“Tonight I have nothing to say; usually this doesn’t happen… You’re in luck, Berlin!” exclaims Shirley Manson with a smile, the crowd laughing, cheering her on to continue chatting. The reality is, even after 20 years since Garbage’s seminal Version 2.0 came out, it appears as though she’s never had as much to say as she does now. In a new era of female empowerment and women taking the stage with less unease than before, the 52-year-old Scottish powerhouse frontperson today comes off as a “protospokeswoman”, a harbinger of sorts, the first of her kind – the kind of a lady completely in control, unafraid to “hurt and heal”, be “paranoid”, or use words like “cum” in her lyrics without asking permission. Certainly, Manson is not the first “strong and independent” woman in the music industry, but she is the probably the first mainstream musician to sing: “I call all the shots, I hold all the cards, and you feel emasculated.” Of course, consider this if you want to perceive the Garbage of today from a political perspective.
Despite Manson inadvertently reiterating her position as a willful feminist icon, there is still plenty of offbeat humor in Garbage’s music, and it’s as delightful as ever to see that Manson never accepts the role of an evangelist or takes herself too seriously. “I’m a bonfire, I’m a vampire,” she sneers playfully in front of a packed Huxley’s, one of Berlin’s many historically intriguing venues, and the party is on.

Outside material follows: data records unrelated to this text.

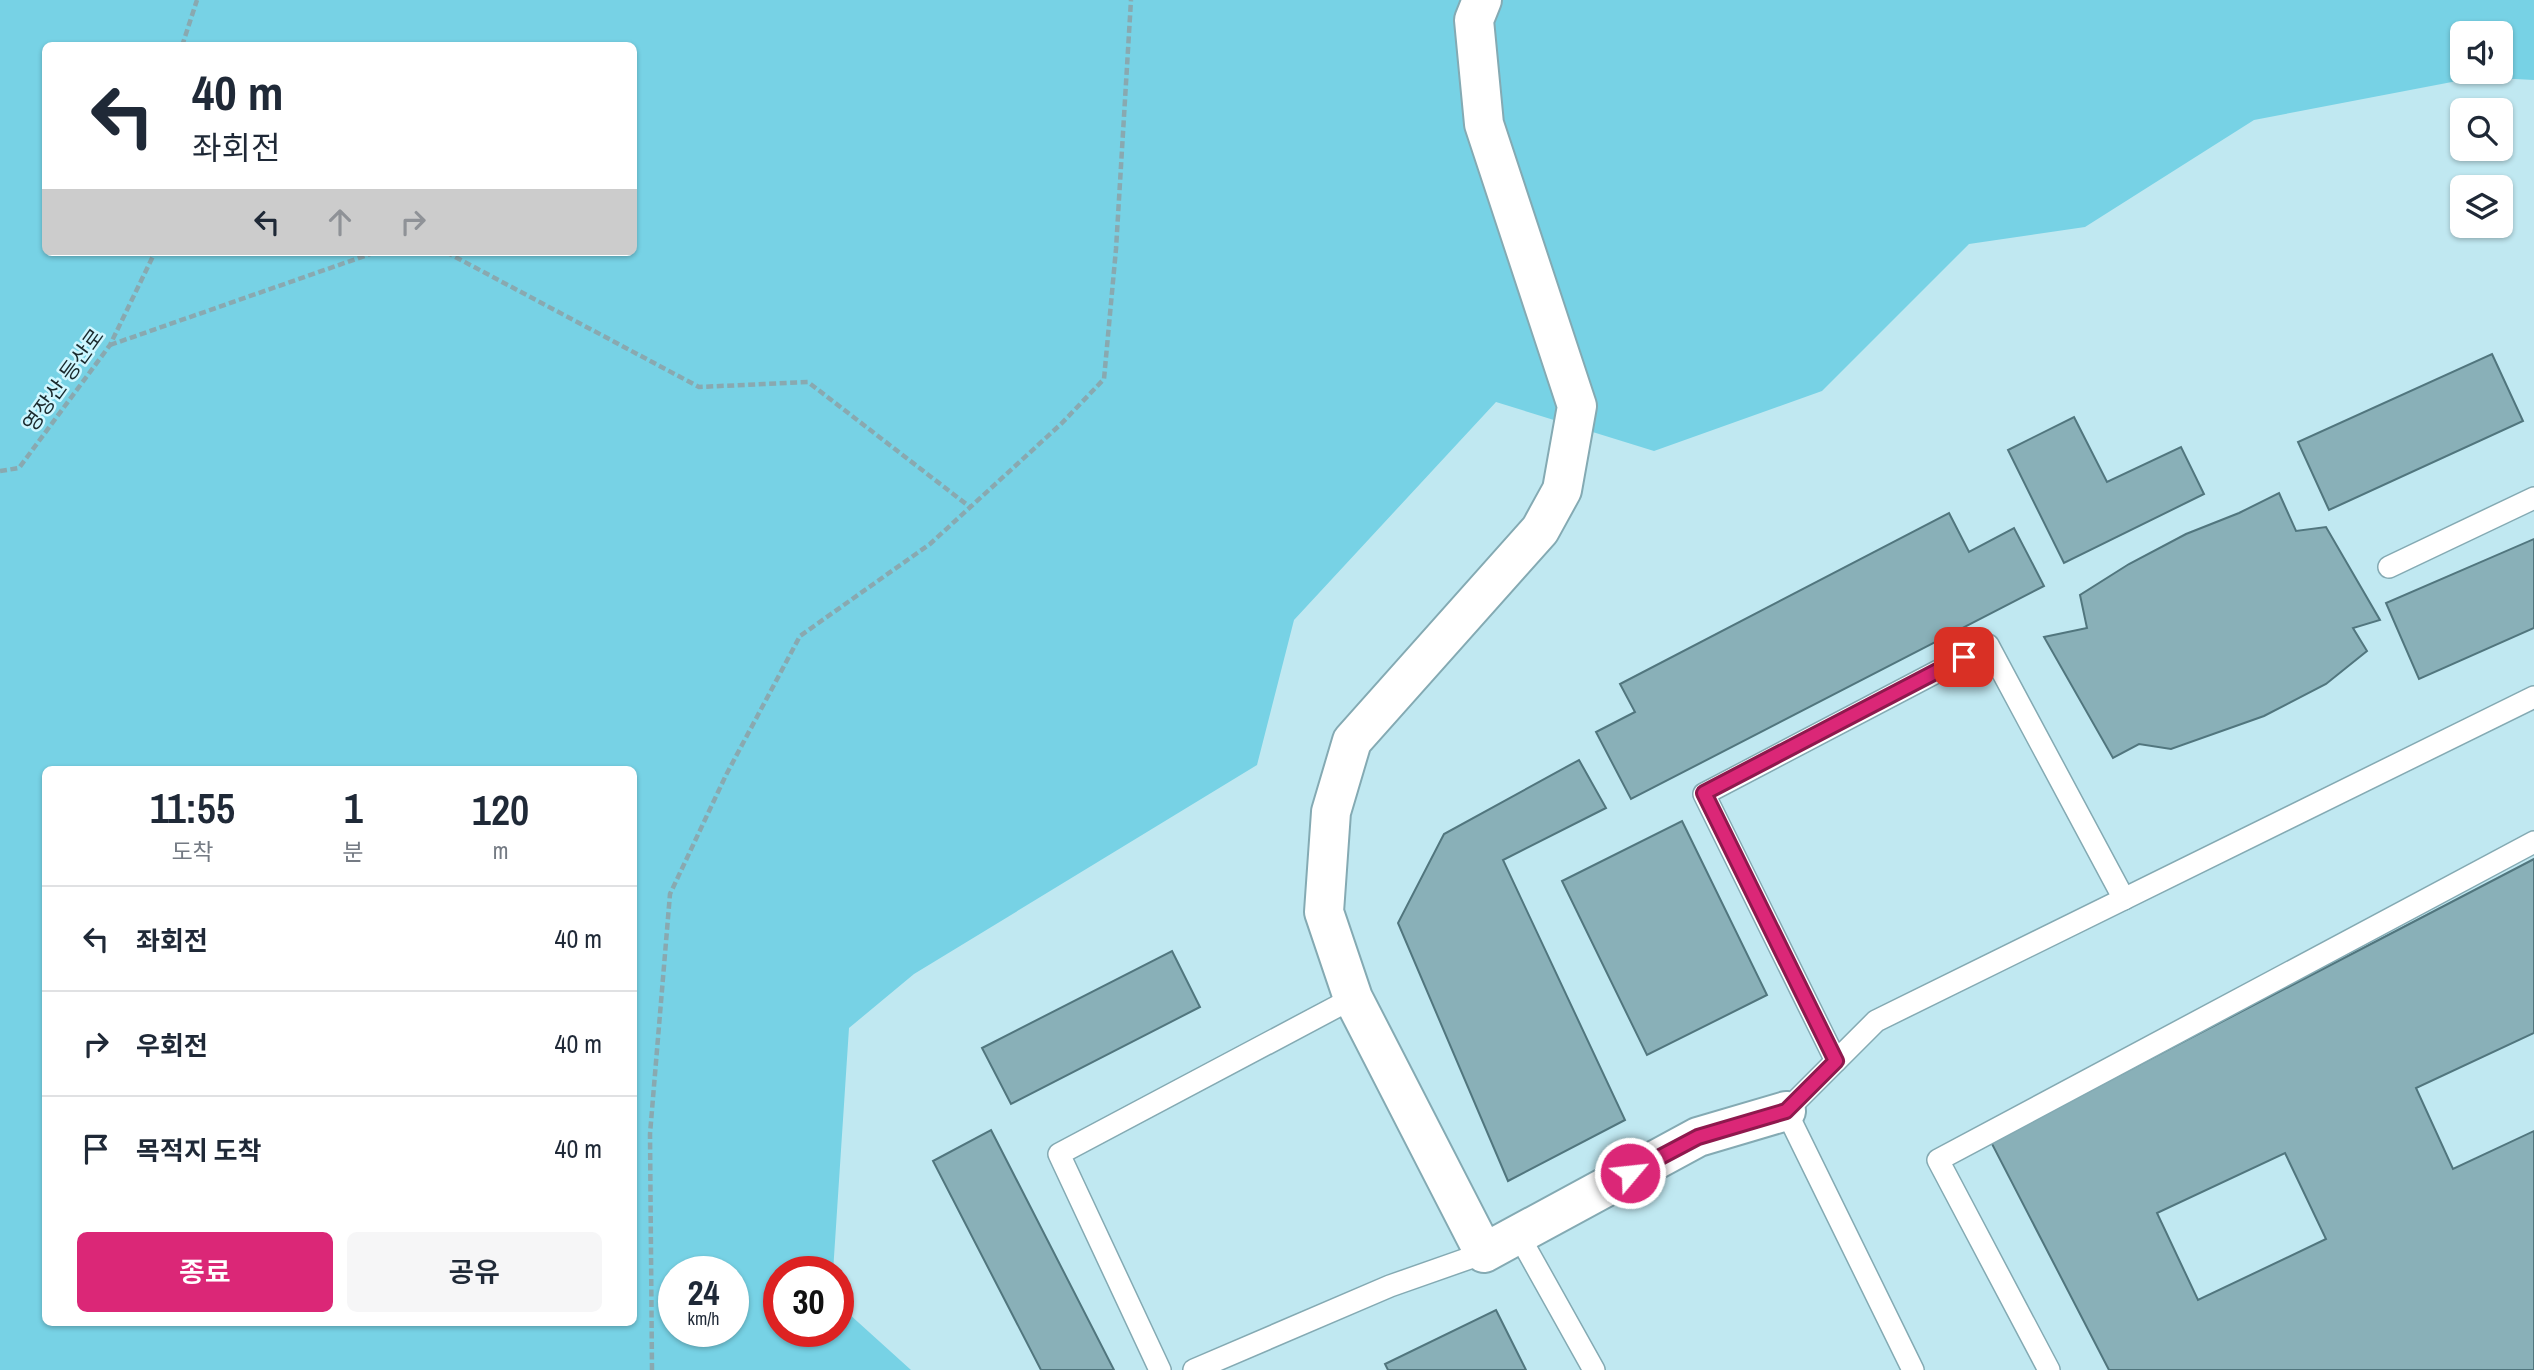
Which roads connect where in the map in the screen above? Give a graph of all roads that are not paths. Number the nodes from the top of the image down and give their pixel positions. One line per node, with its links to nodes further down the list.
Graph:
1 (1482, 0): 7 (street)
2 (2534, 498): 3 (lane)
3 (2389, 567)
4 (2534, 697): 6 (lane)
5 (2534, 842): 16 (lane)
6 (2124, 899): 8 (lane); 8 (lane)
7 (1353, 998): 11 (street); 12 (lane)
8 (1836, 1061): 9 (lane)
9 (1786, 1111): 10 (street); 15 (lane)
10 (1518, 1234): 11 (street); 14 (lane)
11 (1484, 1253): 13 (lane)
12 (1160, 1370)
13 (1194, 1370)
14 (1594, 1370)
15 (1913, 1370)
16 (2049, 1370)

Huxley’s Neue Welt (New World, of course) is a particularly punk concert venue in the lively East Berlin neighborhood of Neukölln. Able to host only up to around 1,000, its long and dark, homogenous concrete corridors call to mind Eastern-European architecture of the mid to late 20th century. The main hall, with walls adorned in kitsch plaster golden ornaments, is expansive and comfortable, with two levels separated by a staircase. As is customary in Berlin, there are messages of peace and absurd garnishes; a black flag reading “pay Nazis no mind” hangs from the top level, over an improvised stand named “Dodo beach record store”. A mix of people predominantly over 35 chats with plenty of beer, waiting for (likely) their teenage idols. It has been 20 years since Garbage’s Version 2.0 came out and for this anniversary tour we are all considerably older, but the band seems as though they haven’t aged a day.

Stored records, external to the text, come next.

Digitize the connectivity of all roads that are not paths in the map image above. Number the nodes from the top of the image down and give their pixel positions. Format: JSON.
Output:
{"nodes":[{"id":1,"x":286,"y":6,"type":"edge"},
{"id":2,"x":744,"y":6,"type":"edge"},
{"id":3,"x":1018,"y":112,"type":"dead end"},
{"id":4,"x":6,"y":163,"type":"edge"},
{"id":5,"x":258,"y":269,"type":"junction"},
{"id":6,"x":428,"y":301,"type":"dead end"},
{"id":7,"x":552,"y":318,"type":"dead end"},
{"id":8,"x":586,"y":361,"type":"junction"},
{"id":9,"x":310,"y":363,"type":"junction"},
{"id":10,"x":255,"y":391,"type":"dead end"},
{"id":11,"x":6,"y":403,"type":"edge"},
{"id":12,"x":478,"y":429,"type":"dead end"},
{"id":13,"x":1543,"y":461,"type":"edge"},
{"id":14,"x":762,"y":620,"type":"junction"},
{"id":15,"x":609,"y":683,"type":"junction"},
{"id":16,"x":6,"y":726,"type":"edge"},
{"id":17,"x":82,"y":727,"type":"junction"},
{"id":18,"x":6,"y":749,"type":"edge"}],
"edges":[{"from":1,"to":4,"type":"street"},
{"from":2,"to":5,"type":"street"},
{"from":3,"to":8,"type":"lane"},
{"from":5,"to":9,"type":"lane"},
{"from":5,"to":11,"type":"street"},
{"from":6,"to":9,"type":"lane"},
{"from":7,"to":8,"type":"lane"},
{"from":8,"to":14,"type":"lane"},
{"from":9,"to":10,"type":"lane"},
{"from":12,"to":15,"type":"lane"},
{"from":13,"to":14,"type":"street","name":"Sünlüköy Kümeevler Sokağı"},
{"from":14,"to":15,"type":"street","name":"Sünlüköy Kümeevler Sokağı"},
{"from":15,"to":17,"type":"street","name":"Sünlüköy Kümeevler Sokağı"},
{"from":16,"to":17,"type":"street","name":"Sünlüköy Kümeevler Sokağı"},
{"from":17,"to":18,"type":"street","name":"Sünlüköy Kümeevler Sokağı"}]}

The concert given the intimacy of a small venue was sold out for some time, but the kindness and vigilance of the promotion team from Loft Music grant me access on a very short notice. At 9:00 pm sharp the space around the small stage, modestly decorated with nothing but four luminescent pols at each corner, turns deep red, thick smoke obfuscating Butch Vig, Steve Marker, Duke Erikson, and Manson herself. When their silhouettes become discernible amid the smoke, the effect is already achieved — it appears as if they are materializing from another dimension, a goth sci-fi production of sorts (the band does at times refer to their music as “sci-fi pop”, and science fiction themes are present in some of their videos as well). Tonight, Manson is wearing all black, a short bodysuit and fishnets; her bright red hair pulled up in ponytails.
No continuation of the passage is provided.